Non devi lasciar correre nulla. E non devi farlo anche per tutte le donne meno tenaci, che rinunciano sfinite e finiscono per “godersi” non la maternità, ma il parcheggio in cui vengono confinate tra una nausea e una poppata.

 

“La malattia mentale può togliere la vita”

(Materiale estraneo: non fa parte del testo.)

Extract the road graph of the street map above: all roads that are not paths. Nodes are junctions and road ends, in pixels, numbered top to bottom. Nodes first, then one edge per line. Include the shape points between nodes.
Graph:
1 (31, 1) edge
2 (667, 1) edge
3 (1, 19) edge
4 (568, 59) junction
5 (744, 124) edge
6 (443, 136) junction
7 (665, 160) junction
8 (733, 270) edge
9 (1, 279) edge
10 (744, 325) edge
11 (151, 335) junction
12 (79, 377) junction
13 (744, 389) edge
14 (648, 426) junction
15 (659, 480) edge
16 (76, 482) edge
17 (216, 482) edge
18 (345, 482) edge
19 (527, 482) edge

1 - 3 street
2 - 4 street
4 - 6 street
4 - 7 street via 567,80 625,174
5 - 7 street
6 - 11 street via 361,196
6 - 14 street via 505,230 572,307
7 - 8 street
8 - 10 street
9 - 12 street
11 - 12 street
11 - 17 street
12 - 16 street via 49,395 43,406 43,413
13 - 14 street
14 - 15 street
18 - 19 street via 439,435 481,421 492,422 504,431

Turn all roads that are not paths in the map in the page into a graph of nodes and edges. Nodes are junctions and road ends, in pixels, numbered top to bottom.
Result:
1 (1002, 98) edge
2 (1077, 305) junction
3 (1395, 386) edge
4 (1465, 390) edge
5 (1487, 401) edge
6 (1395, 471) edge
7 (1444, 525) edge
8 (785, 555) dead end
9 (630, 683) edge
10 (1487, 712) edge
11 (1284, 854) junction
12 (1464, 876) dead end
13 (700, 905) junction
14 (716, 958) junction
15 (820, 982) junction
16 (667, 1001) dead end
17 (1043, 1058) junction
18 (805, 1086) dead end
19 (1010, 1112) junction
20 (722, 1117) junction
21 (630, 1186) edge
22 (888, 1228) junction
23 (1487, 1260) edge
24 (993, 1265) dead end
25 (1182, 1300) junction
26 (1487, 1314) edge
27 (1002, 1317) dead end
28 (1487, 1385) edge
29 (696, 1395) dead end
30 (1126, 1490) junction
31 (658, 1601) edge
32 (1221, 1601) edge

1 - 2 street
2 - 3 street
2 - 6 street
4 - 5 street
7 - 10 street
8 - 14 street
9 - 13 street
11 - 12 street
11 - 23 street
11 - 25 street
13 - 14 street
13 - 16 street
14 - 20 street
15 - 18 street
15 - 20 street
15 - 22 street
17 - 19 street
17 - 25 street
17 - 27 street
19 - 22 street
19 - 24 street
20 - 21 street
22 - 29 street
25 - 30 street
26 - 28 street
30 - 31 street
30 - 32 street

Cara Selvaggia, vorrei ringraziarti per la tua intervista a Michele Bravi, per la delicatezza con cui ha toccato il dolore, scavando nel profondo senza demonizzare manifestazioni come allucinazioni e dissociazioni. Non era scontato, anzi. Ho vissuto sulla mia pelle una malattia potente tanto quanto un cancro: la depressione maggiore a carattere dissociativo. Nel mio caso non derivava da un trauma ma da un contesto familiare difficilissimo. Mi ha rubato i migliori anni della vita, ha ostacolato i miei progetti di vita facendoli ritardare o naufragare, mi ha spinto a valutare il suicidio (più di una volta) e condotto verso relazioni tossiche al solo scopo di riempire i vuoti affettivi. Osservando le interviste televisive di Michele, ho notato gesti e movimenti per me, purtroppo, inconfondibili: occhi che si abbassano o si alzano di colpo, che non reggono lo sguardo dell’interlocutore; mani che si muovono quasi a sostenere parole incerte o per fare scudo. Come dice Michele, è il linguaggio universale del dolore. Grazie ad un lungo percorso piscologico, ora sto imparando a vivere (meglio, a rivivere e non a sopravvivere). Michele ha raccontato di aver trovato un “angelo” sulla sua strada, che lo ha aiutato ad armarsi per la sua battaglia. È un messaggio potente, ma non accade sempre, ahimè.

Io non ho incontrato nessuno: una famiglia affettivamente disastrata; amici che hanno temuto il diverso e (più o meno giustamente) hanno deciso di non farsi carico del sostegno. I momenti più bui e dolorosi li ho affrontati in solitaria. Mi auguro che in futuro si possa parlare in pubblico, liberamente, di malattie psichiatriche, difficoltà psicologiche o turbe emotive senza scadere nella risatina, nel pietismo o nella paura. Spero che – come accade per la prevenzione del cancro – si possa valutare l’idea di monitorare nel tempo la salute psichica ed emotiva, evitando di dover parlare con patetica ipocrisia di suicidi evitabili. Mi auguro che scuole e università introducano qualche ora di psicologia (o educazione emotiva) per far capire come i problemi mentali abbiano spesso un impatto peggiore delle patologie fisiche; e in cui si insegni a comprendere il linguaggio della mente e del corpo, per riconoscere i segnali d’allarme di chi non sta bene. Le uniche armi per questa battaglia di civilità sono conoscenza ed empatia.

Andrea

 

L’altro giorno ho scritto di depressione, molti commentatori adulti hanno scritto “È un problema di gente smidollata!” o “Che poca voglia di vivere che hanno alcuni…”. Ecco, l’ora di educazione emotiva servirebbe tanto, anche e soprattutto a chi la scuola l’ha finita da un bel po’.